Building Data Science capability at UKHO: our October 2022 Research Week

Kate Liddell
UK Hydrographic Office
7 min readNov 4, 2022

This blog was co-authored by Dr Susan Nelmes, Andrew Smith, David Stephens and Dr Thomas Redfern.

Hello and welcome to our latest data science roundup of 2022! I’ve taken over the reins as your guide to our regular blog post in which we share our quarterly ‘research week’ findings, where we explore the interesting bits of data science and machine learning. This month the team look at data from the Sentinel satellites, the use of transformers for summarising text, topic modelling, graph databases for Automatic Identification System (AIS) data and explore new technologies.

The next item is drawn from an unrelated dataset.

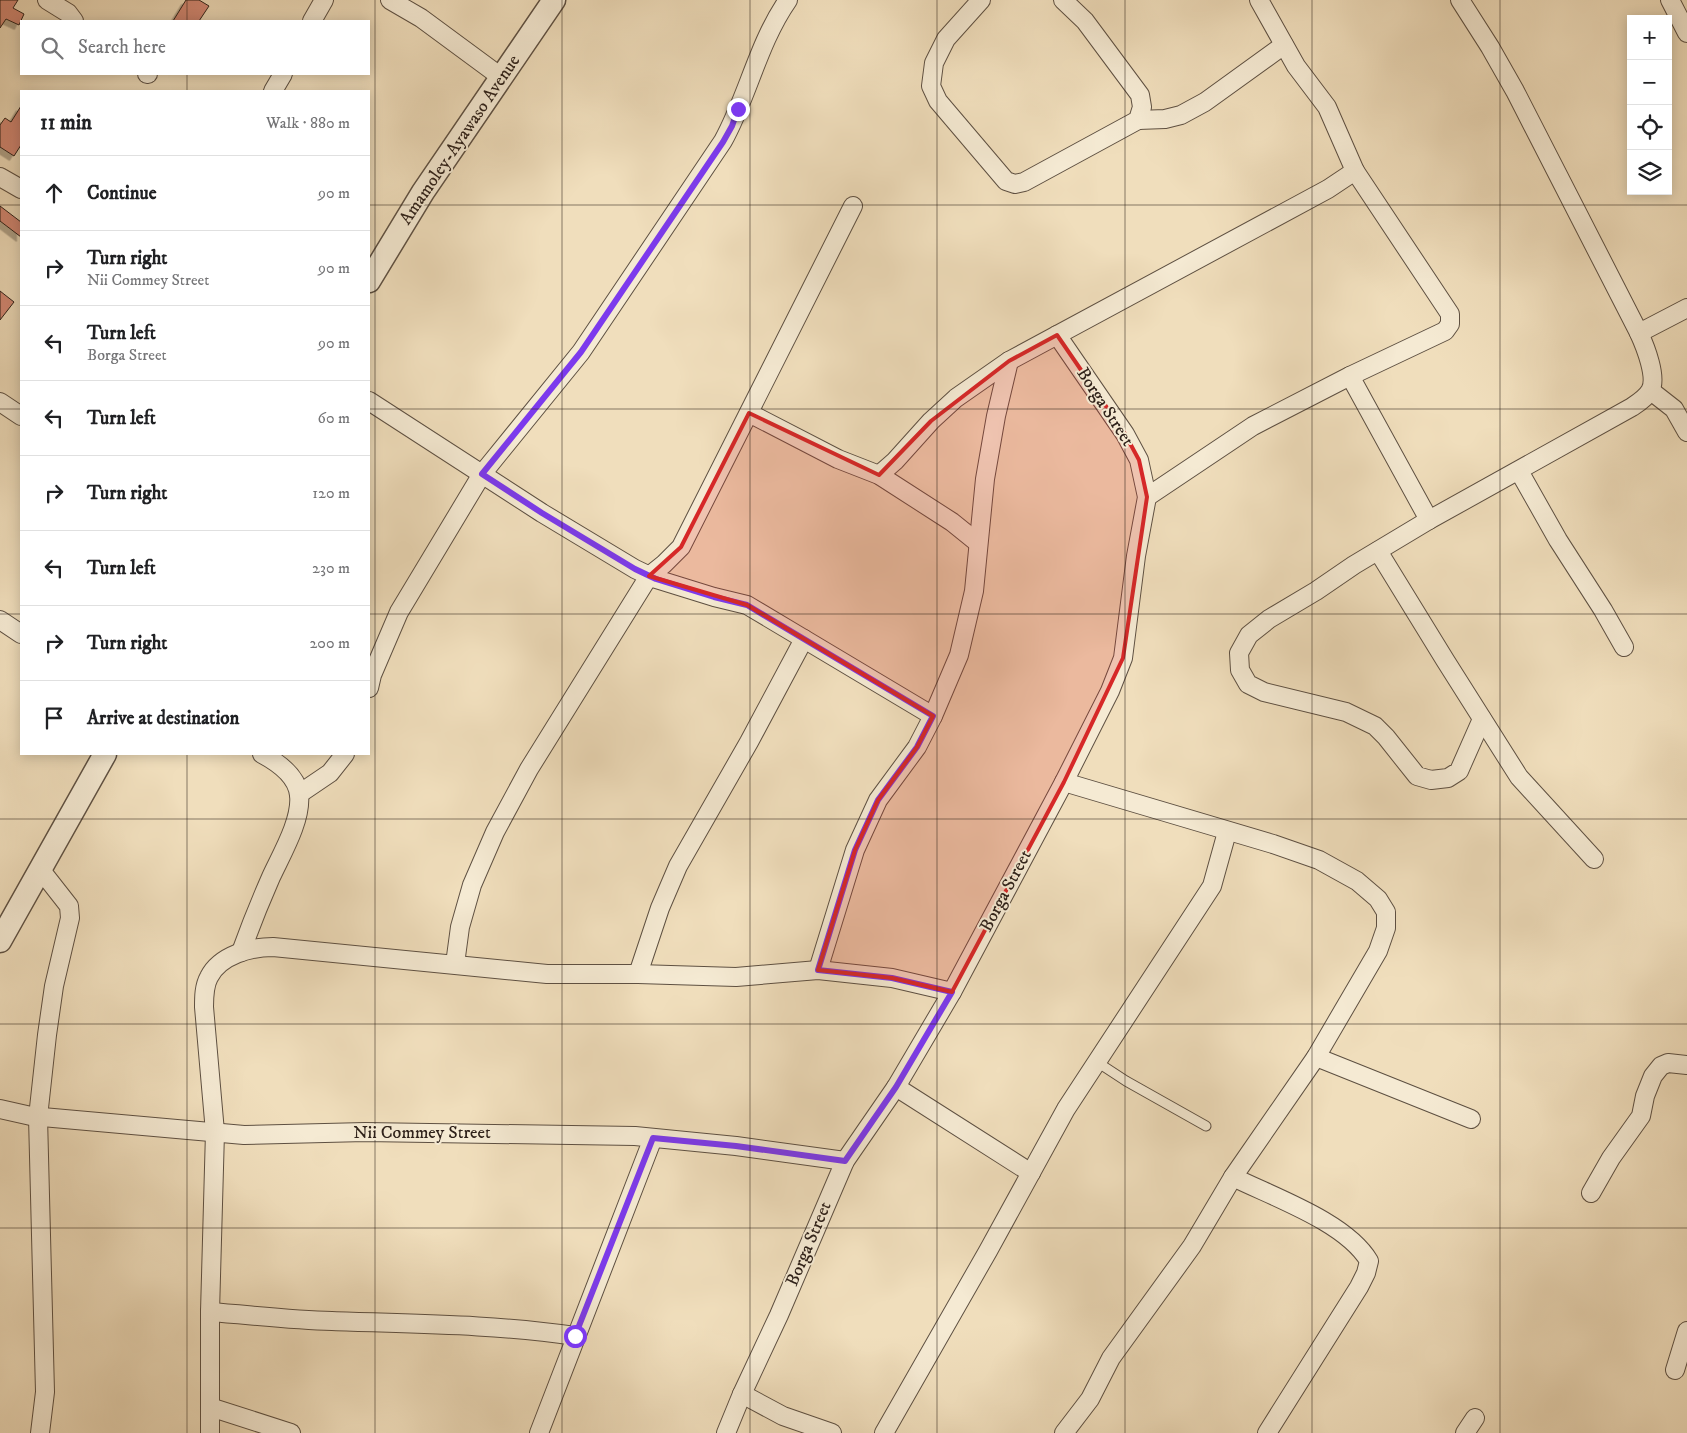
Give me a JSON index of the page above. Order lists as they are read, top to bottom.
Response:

Firstly, what is a research week?

Members of the Data Science team at the UK Hydrographic Office (UKHO) come up with excellent ideas for how we can apply the latest in machine learning or big data research to the marine data domain. Sometimes these ideas are outside the scope of our current project deliverables so, to push the boundaries of what is possible, every quarter we conduct a ‘research week’ — an allocated time for data scientists to experiment with new ideas, techniques and technologies.

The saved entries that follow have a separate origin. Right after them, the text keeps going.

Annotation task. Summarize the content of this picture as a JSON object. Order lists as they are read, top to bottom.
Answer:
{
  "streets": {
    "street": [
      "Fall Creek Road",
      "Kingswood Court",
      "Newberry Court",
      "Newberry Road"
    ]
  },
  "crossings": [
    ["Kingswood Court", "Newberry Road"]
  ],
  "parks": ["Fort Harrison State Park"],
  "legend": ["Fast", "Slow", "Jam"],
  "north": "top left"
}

In this blog, we outline our work, how it might tie into our future projects, and how the lessons learned can help deliver insight to UKHO business problems.

Dr Susan Nelmes: Investigating Level 2 Sentinel products

For this quarter’s research week, I investigated various marine products which are available from the Copernicus programme’s Sentinel satellites. The Data Science team here at UKHO have previously used Sentinel-1 and Sentinel-2 data in many of our projects, valuing its long-term, continuous, consistent and open data. We have not yet used any of the Level 2 products from the Sentinel-1 and Sentinel-3 satellites, these being geolocated, geophysical products processed from SAR (Synthetic Aperture Radar) data, so I looked into them to discover if they would be useful in our work.

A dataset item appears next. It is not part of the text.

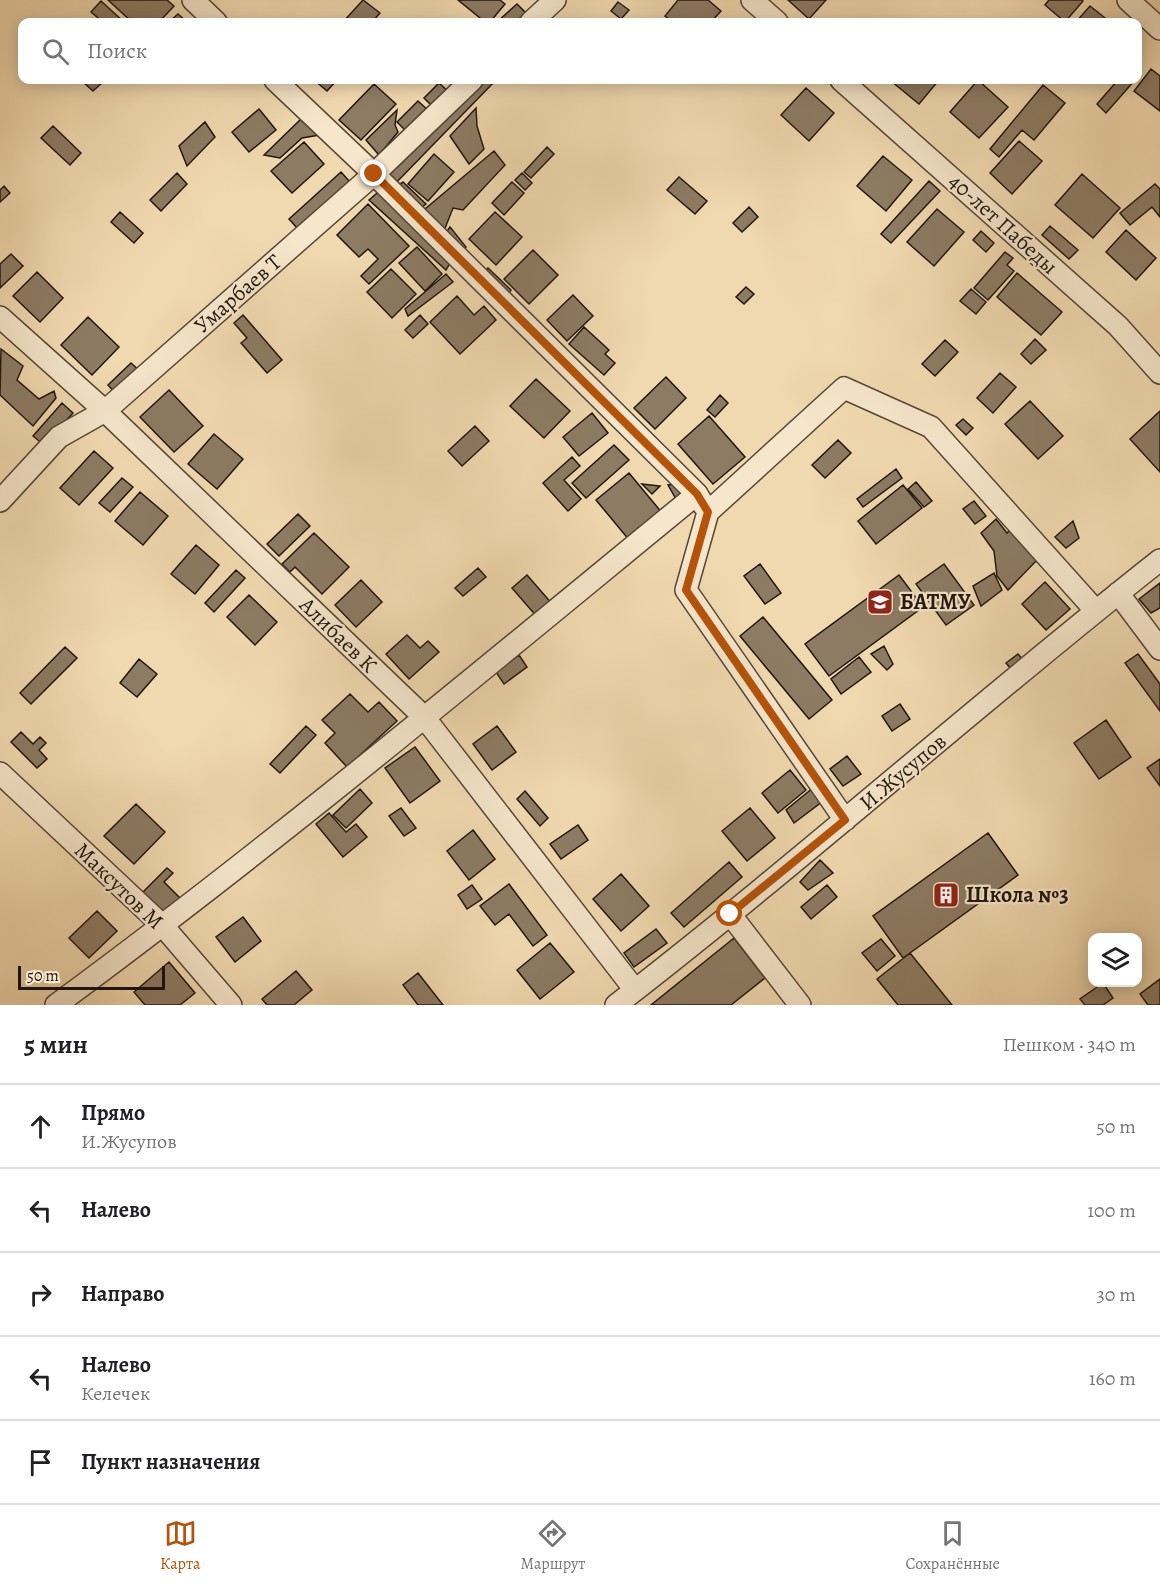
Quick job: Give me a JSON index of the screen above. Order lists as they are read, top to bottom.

An image of the Sentinel 1 satellite in space with the curve of the earth just visible in the bottom of the image.
Image credit: Sentinel-1

The Level 2 products from Sentinel-1 contain three components: Ocean Wind field (OWI), Ocean Swell spectra (OSW) and Surface Radial Velocity (RVL). These can be downloaded, in netCDF format, from the Copernicus Open Access Hub and explored using SNAP (SeNtinel Applications Platform) toolbox.

The Level 2 Sentinel-3 products include altimetry data both over land and water, provided in netCDF format. The marine data can be downloaded from the EUMETSAT Data Store and explored using BRAT (Broadview Radar Altimetry Toolbox) toolbox. Valuable documentation on all Sentinel missions and products is provided on their website.

This research week exploration provided a good insight into the data products available that our Data Science team may make use of in the future.

Andrew Smith: Exploring Transformers and Hugging Face

Transformers have become a dominant architecture in many areas of deep learning research, primarily in the fields of computer vision and natural language processing. A number of large language models have recently been developed given the availability of large text data sets, huge compute power, and the ability to efficiently train transformers in a self-supervised manner. These demonstrate amazing capabilities like text generation, text summarisation, and question-answering. Here at the UKHO, we have a number of text-based problems and products. Consequently, for this research week I spent some time learning more about transformers and exploring how they might be able to help us.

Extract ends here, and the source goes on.